2. A coolant reservoir as claimed in claim 1, wherein the syphon tube extends in one piece from said one molded section to a lower end adjacent to and spaced from the bottom wall of the reservoir.

3. A coolant reservoir as claimed in claim 1 which comprises two said plastic molded sections, namely an upper section and a lower section, the two sections being sealed together in a horizontal plane through the reservoir and the syphon tube being molded integrally with the upper plastic molded section.

4. A coolant reservoir as claimed in claim 1 or 2 wherein the said plastic molded sections are formed by injection molding.

5. A coolant reservoir as claimed in claim 1, further comprising an overflow outlet formed in said upper plastic molded section and including a portion that extends to the exterior of the reservoir and a portion that extends inwardly of the reservoir.

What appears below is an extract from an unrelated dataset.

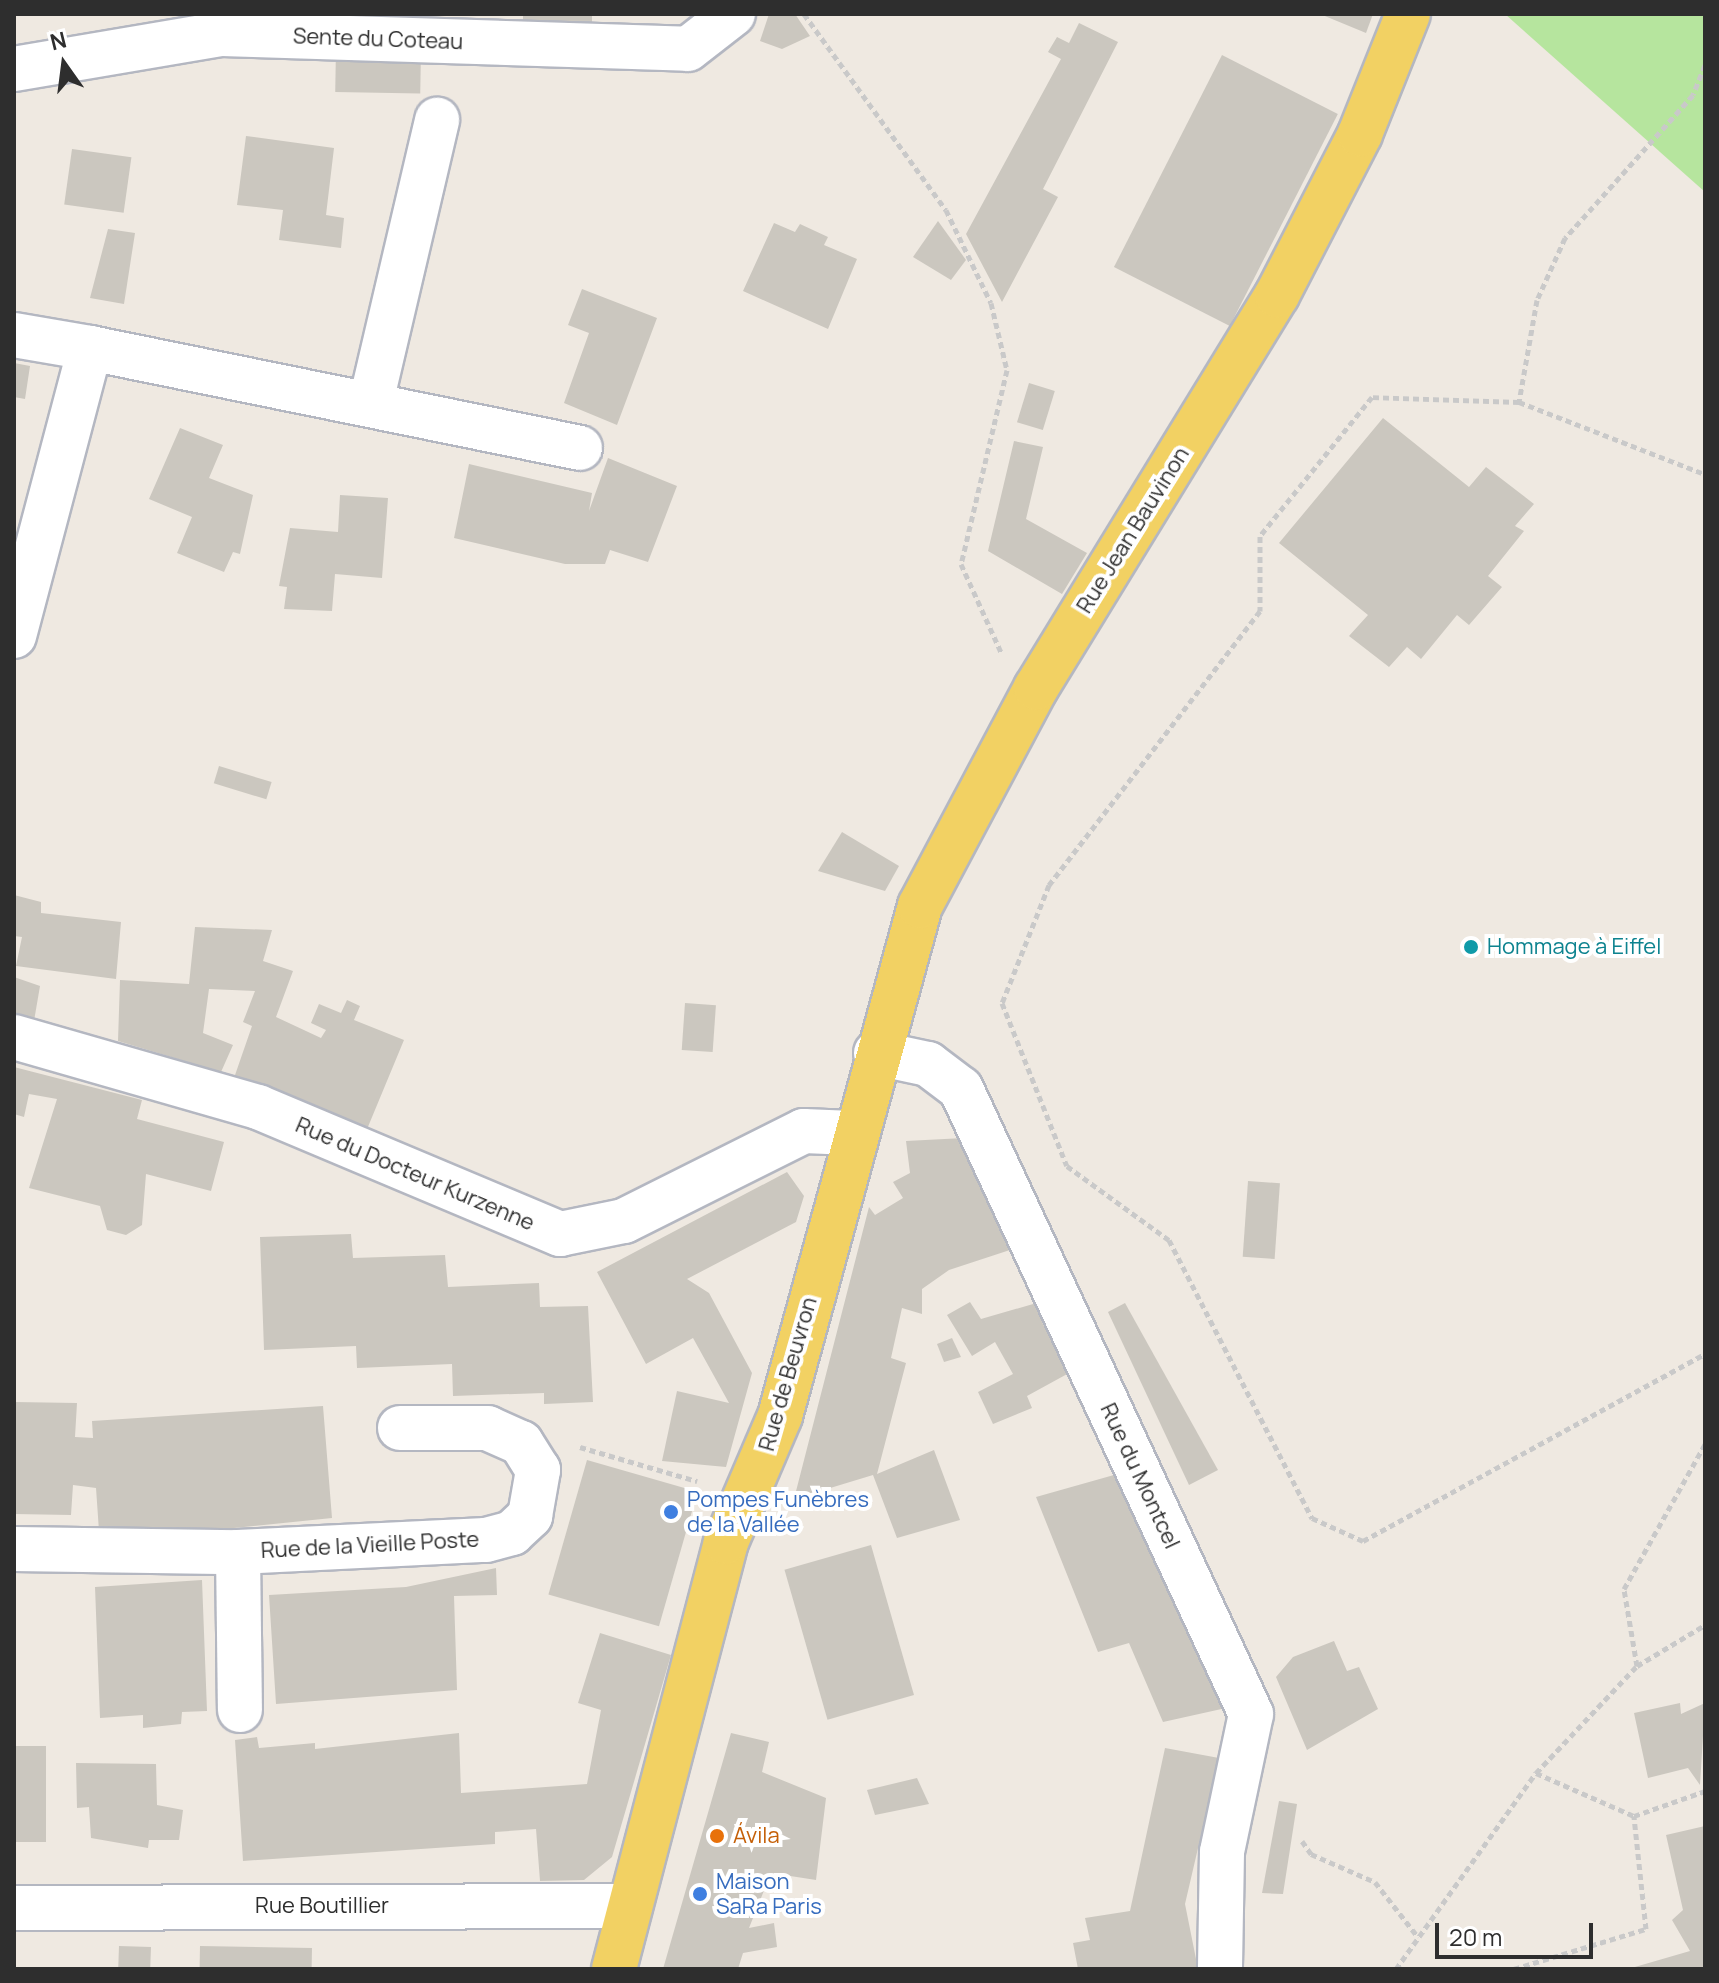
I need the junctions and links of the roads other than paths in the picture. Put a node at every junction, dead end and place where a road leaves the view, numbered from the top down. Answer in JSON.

6. A coolant reservoir for an internal combustion engine having a cooling system, the reservoir comprising at least two plastic molded sections that are sealed together to define an internal volume for receiving coolant, the reservoir having an inlet for connection to the cooling system and an outlet providing an overflow, wherein the outlet is formed in said upper plastic molded section and includes a portion that extends to the exterior of the reservoir and a portion that extends inwardly of the reservoir.

7. A method of making a coolant reservoir for an internal combustion engine comprising the steps of:

injection molding at least two plastic molded sections designed to be sealed together to define an internal volume for receiving coolant, one of said sections including an inlet for connection to the engine cooling system and an outlet providing an overflow, wherein the inlet is defined by a syphon tube at least a portion of which is molded integrally with and extends downwardly from said one plastic molded section and opens to the exterior of the reservoir through said upper molded section; and,

sealing said plastic molded sections together to form the reservoir.